Here the filmmaker is a loving daughter, who we see building a film on her disturbed mum. The self-reflective form – with the insertion of the “making-of” into the film – and the recurring image of Maria looking out from the window, and being framed by the window, constitute the analytical background that is her, and our, calm point of view on the bold fantasies of her mother. The latter is only present via Skype, in the form of a voice-over, where the invisible and the interior meet. Moreover, Maria Bäck uses two actresses to create a parallel fictional story about a young girl and her psychiatrist, recalling her mother’s childhood – providing so an easy projection to the inversed mother-daughter relationship.
All of these elements bring our attention to the distance between daughter and mother, and between us and the intimate world of a troubled mind. This distance is the very protagonist of Mamma är Gud: it is our “eye-opener”, and the mirror of our difficulty in gaining access to the mother. The distance is articulated temporally: the film is a work of memory, a biography, even a reflection on time, birth, and death. It is interesting that it is the affectionate daughter Maria, not her mother, who cherishes immortality. Instead, the mother doesn’t want to be immortal and recalls the truth of death being inherent to birth.

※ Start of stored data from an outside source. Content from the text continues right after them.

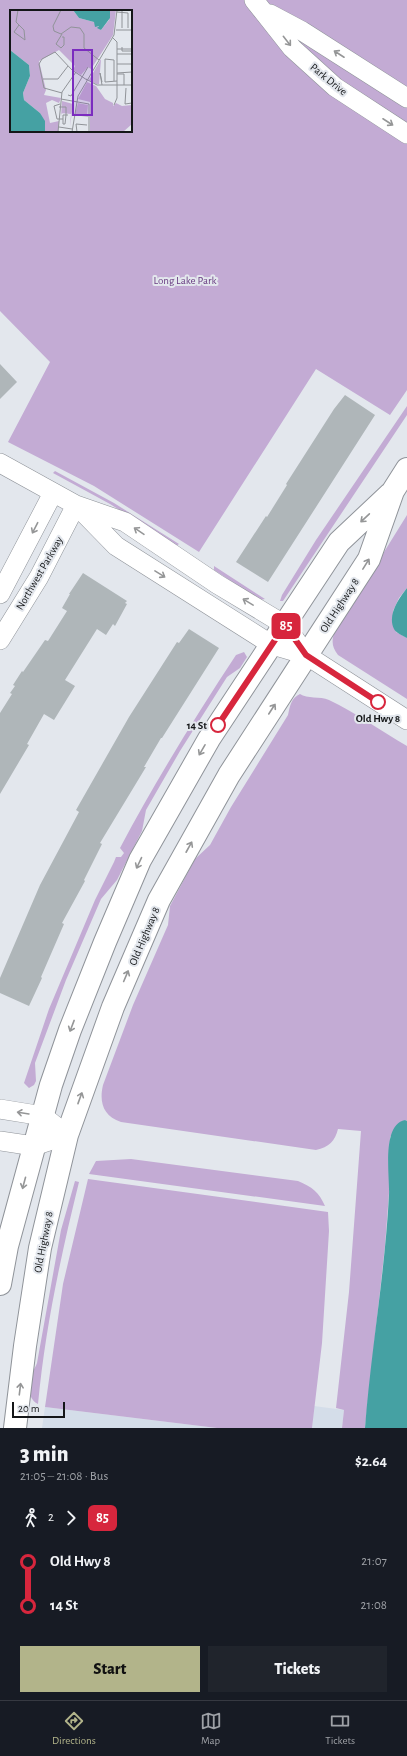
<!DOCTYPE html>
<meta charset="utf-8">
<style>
body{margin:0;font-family:"Alegreya Sans",sans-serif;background:#20242c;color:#f1f3f6;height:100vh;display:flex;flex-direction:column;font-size:15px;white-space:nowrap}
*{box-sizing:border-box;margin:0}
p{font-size:13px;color:#9ea1a6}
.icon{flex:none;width:22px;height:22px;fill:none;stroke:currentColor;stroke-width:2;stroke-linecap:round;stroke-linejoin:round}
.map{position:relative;height:1428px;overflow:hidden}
.sheet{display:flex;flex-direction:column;background:#171b24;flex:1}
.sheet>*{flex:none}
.badge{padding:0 8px;border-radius:6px;font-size:14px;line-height:26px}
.scale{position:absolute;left:12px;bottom:10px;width:53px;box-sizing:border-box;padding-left:4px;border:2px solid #141618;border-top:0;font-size:11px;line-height:14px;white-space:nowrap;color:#141618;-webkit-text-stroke:3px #e3e7ed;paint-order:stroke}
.map>.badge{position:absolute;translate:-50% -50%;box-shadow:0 0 0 2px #fff}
.legs{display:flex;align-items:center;gap:6px;height:44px;padding:0 20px;font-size:13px}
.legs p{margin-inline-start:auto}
.headline{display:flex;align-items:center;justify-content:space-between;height:68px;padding:0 20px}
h1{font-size:22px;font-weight:800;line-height:30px}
.primary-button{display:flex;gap:8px;margin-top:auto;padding:8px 20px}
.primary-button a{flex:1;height:46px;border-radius:0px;background:#b2b48a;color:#111;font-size:16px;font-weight:800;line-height:46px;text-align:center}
.primary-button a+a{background:#20242c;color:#f1f3f6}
ul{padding:0 20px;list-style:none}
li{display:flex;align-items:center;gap:14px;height:44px;font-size:15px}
li i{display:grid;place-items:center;width:6px;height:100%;margin:0 5px;background:currentColor}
li i::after{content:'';width:10px;height:10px;margin:-5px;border:3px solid;border-radius:50%;background:#171b24}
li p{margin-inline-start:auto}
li:first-child i{background:linear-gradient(#0000 50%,currentColor 0)}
li:last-child i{background:linear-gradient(currentColor 50%,#0000 0)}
.menu{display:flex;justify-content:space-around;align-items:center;height:56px;border-top:1px solid #363941;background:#171b24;font-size:11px;color:#9ea1a6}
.menu a{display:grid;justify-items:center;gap:2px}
.menu .current{color:#b2b48a}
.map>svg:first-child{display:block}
</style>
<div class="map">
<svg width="407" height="1428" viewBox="0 0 407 1428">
<rect width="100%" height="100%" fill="#e3e7ed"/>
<path fill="#d4dde9" d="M 314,1406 L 344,1410 L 342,1428 L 312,1428 Z
M 45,1407 L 217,1428 L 42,1428 Z"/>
<path fill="#c3abd4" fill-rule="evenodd" d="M 0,0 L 407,0 L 407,390 L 390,415 L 316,369 L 199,552 L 94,486 L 8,442 L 50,362 L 0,311 ZM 11,11 L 131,11 L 131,131 L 11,131 Z
M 407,406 L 407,415 L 283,601 L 280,601 L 282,595 L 316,540 Z
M 55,471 L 114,503 L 179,544 L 176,546 L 110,504 L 53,473 Z
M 407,515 L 407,588 L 399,598 L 393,611 L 396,632 L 407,638 L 407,699 L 338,655 C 332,647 331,641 335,631 Z
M 214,566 L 265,599 L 260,600 L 214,570 Z
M 244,652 L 247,657 L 240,668 L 227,677 L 180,751 L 146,810 L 142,831 L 117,880 L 101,899 L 66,980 L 35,1063 L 36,1081 L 34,1085 L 29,1088 L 24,1083 L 49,1009 L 95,900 L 114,862 L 116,857 L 121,857 L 124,853 L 120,848 C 155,782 195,717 236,655 Z
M 300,694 C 307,699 320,696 329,700 C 356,713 381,731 407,746 L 407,1121 L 405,1120 L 390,1137 L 389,1193 L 385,1246 L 365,1428 L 342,1428 L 344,1410 L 336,1408 L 349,1292 L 361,1131 L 338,1129 C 335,1141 329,1147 316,1150 L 121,1122 C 103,1116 99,1102 103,1085 L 133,1005 L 168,925 L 170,906 L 195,859 L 210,845 L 231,807 L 288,715 C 290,706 291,698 300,694 Z
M 131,1159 L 298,1181 C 312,1187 319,1192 325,1206 L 89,1174 L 96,1161 Z
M 88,1179 L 328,1212 L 329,1231 L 322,1343 L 312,1428 L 217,1428 L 45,1407 L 63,1284 Z
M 75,1181 L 79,1182 C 61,1255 45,1329 38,1404 C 28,1399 26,1384 31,1374 C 33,1370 36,1367 37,1363 L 61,1230 Z"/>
<path fill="#45a1a3" d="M 407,588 L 407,638 C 403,636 396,633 394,629 C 387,615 399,598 407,588 Z
M 405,1120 L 407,1121 L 407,1428 L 365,1428 C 371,1350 385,1273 389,1195 C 390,1176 381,1125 405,1120 Z"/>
<path fill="#afb6b9" d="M 0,364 L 17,382 L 0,399 Z
M 345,395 L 375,415 L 268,582 L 236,562 L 266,516 L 267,517 L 287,485 L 286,484 L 334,409 Z
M 83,573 L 127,601 L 125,603 L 127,604 L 115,626 L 113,624 L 106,635 L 97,629 L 65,680 L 75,686 L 54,720 L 44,714 L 27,744 L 29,745 L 0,794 L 0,713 L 12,694 L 10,693 L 15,686 L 13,685 L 22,671 L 23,672 L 45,640 L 48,641 L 67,611 L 62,608 L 70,594 L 69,594 Z
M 189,629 L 219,648 L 162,738 L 161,738 L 144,767 L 146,767 L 100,843 L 102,844 L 84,880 L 85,881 L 62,923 L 64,924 L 41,977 L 42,978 L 29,1006 L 0,993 L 0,978 L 40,885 L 79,812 L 76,810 L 129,717 L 177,642 L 179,643 Z"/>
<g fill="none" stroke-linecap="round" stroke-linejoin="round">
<defs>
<path id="street" d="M 254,0 L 292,48 L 335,87 L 407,134
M 270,14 L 302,31 L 407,98
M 0,463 L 76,505 L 125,522 L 217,584 L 285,625 L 306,655
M 76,505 L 116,546 L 272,645 L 306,655 L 407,720
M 0,594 L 53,493
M 0,640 L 39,577 L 76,505
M 0,1109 L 43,1116 L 67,1135
M 0,1141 L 34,1146 L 67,1135"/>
<path id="secondary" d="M 0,1284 L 7,1246 L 51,1085 L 70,1030 L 105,942 L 140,860 L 209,739 L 339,542 L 390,494
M 15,1428 L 25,1346 L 40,1248 L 67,1135 L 113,1007 L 159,900 L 229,775 L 369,559 L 393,491 L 407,469"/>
</defs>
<use href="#street" stroke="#8f9399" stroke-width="20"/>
<use href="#secondary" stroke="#8f9399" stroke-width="24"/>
<use href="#street" stroke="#fff" stroke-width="19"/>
<use href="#secondary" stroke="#fff" stroke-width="22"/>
</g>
<defs><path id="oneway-shaft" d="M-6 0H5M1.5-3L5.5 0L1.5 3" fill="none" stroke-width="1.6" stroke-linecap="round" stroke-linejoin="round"/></defs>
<g stroke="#959697">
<use href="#oneway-shaft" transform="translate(287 41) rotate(52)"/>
<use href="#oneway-shaft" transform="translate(339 54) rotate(-147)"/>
<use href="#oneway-shaft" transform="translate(388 122) rotate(33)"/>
<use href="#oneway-shaft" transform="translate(365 518) rotate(137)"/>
<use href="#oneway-shaft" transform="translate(35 528) rotate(117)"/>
<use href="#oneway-shaft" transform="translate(139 531) rotate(-146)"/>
<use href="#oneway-shaft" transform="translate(366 564) rotate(-58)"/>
<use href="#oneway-shaft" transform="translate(160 574) rotate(32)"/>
<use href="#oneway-shaft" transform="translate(248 602) rotate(-149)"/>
<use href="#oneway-shaft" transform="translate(272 709) rotate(-57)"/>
<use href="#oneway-shaft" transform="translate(202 750) rotate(120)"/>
<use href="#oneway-shaft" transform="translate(189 847) rotate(-61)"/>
<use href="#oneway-shaft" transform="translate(139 863) rotate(115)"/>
<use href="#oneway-shaft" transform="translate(126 976) rotate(-67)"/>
<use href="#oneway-shaft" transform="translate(72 1026) rotate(111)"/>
<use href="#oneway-shaft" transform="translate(80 1098) rotate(-70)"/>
<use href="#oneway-shaft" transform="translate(23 1113) rotate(-171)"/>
<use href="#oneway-shaft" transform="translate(24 1183) rotate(105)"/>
<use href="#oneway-shaft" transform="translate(20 1389) rotate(-83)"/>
</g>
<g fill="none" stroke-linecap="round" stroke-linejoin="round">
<defs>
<path id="line-1" d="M 218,725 L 285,625 L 306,655 L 378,702"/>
</defs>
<use href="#line-1" stroke="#fff" stroke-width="9"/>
<use href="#line-1" stroke="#d7263d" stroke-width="6"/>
</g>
<g fill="#fff" stroke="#d7263d" stroke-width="2">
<circle cx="378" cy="702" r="7"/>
<circle cx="218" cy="725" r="7"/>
</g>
<g text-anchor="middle" stroke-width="4" stroke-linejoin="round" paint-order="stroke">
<g font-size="11" fill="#141618" stroke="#e3e7ed">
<text transform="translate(329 79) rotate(39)" y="4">Park Drive</text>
<text transform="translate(39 573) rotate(-60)" y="4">Northwest Parkway</text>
<text transform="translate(339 605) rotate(-57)" y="4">Old Highway 8</text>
<text transform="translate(144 936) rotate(-67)" y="4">Old Highway 8</text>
<text transform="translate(43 1242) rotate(-79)" y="4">Old Highway 8</text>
</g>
<g font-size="11" fill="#693d82" stroke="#e3e7ed">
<text x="185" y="284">Long Lake Park</text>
</g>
<g font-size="11" font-weight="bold" fill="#141618" stroke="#e3e7ed">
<text x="378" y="722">Old Hwy 8</text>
<text x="207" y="729" text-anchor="end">14 St</text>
</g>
</g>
<g transform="translate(10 10)">
<rect width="122" height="122" fill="#e3e7ed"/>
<path d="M 0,0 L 63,0 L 69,8 L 84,12 L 91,20 L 99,10 L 100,0 L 106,0 L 103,25 L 76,67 L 81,59 L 78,57 L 71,65 L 63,60 L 65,56 L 49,40 L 29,51 L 36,80 L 34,85 L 51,88 L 49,93 L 42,90 L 36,93 L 40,113 L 49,111 L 48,122 L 35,122 L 30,103 L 14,90 L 13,83 L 20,66 L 19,55 L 0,40 ZM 91,49 L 89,74 L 86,74 L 79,70 ZM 77,72 L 86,76 L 95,89 L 103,93 L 103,96 L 106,93 L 112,96 L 122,95 L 122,114 L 113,122 L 80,122 L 80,92 L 68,89 ZM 52,91 L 63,94 L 60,117 L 61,104 L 51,103 L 51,108 ZM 68,93 L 78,95 L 77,106 L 65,104 Z" fill="#c3abd4"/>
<path d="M 63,0 L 100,0 L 100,8 L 91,20 L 87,18 L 89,16 L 85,17 L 84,12 L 69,8 ZM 0,40 L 19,55 L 20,66 L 13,83 L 14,90 L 30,103 L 35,111 L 35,122 L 0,122 Z" fill="#45a1a3"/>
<path fill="none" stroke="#909398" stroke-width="1" d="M 8,0 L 6,12 L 14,20 L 15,30 L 4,22 L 9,15M 51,0 L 43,16 L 44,21 L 51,24 L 61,17 L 70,18 L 74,24 L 74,38 L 89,50M 107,2 L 118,3 L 118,18M 112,18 L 112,0M 106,20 L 122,20M 52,24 L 46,34 L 51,38 L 54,35 L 54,27 L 52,27M 103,28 L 107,32 L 107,88 L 104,95M 112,37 L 112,41 L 122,41M 107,39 L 122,39M 107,44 L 122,44M 107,54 L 122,54M 107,63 L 122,62M 107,64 L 114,64 L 114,75M 33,69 L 48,69 L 58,56M 76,69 L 87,75 L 122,75M 104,71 L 104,50 L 95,49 L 95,72 L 107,71M 92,72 L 90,63 L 92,75M 116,78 L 115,94 L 122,93M 52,83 L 34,78 L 29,54 L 32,49 L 45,42 L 62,60 L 77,70M 58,85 L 61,86 L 78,57M 51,89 L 79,94 L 79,122M 50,94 L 44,96 L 47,109 L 53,109 L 53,105 L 56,105 L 55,114 L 53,114 L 53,109M 49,97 L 56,97 L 56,105 L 58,105M 64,105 L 78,106M 49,117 L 62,119M 48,122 L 52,82 L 66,62M 62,122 L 68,86 L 104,25 L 107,0M 67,122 L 66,114 L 77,115"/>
<path fill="#7b2cbf" fill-opacity="0.15" stroke="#7b2cbf" stroke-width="2" d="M 63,40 L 82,40 L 82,105 L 63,105 Z"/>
<rect width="122" height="122" fill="none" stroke="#141618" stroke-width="2"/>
</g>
</svg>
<div class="scale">20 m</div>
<b class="badge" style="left:286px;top:626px;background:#d7263d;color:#fff">85</b>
</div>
<section class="sheet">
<div class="headline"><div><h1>3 min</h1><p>21:05 – 21:08 · Bus</p></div><b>$2.64</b></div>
<div class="legs"><svg class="icon" aria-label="walk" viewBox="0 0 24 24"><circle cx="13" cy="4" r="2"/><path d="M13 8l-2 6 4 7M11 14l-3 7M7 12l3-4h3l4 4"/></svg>2<svg class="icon" aria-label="forward" viewBox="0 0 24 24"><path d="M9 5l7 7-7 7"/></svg><b class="badge" style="background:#d7263d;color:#fff">85</b></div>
<ul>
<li><i style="color:#d7263d"></i><b>Old Hwy 8</b><p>21:07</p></li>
<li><i style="color:#d7263d"></i><b>14 St</b><p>21:08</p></li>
</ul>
<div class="primary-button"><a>Start</a><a>Tickets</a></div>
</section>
<nav class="menu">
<a class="current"><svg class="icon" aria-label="directions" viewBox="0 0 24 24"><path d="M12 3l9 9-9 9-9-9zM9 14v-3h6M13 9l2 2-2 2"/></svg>Directions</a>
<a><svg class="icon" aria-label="map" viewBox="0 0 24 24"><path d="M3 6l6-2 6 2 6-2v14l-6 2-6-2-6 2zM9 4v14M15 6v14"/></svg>Map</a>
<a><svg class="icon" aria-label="tickets" viewBox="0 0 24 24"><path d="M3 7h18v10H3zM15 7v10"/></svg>Tickets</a>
</nav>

If the “making-of,” the voice-over, and the parallel fictional story are all tools that flesh out to the role that distance and the time play in the relationship with the mother, the well-edited image layer is rich with associative ideas and suggestive photography, which try to come as close as possible to the mother’s words. Thus, this layer conveys an immediacy that balances perfectly with the themes of distance, memory, and time, and gives us the impression of touching the invisible mother who speaks from a distance.
Mamma är Gud is a highly constructed and mature work, in which physical contact and distance play the game of love.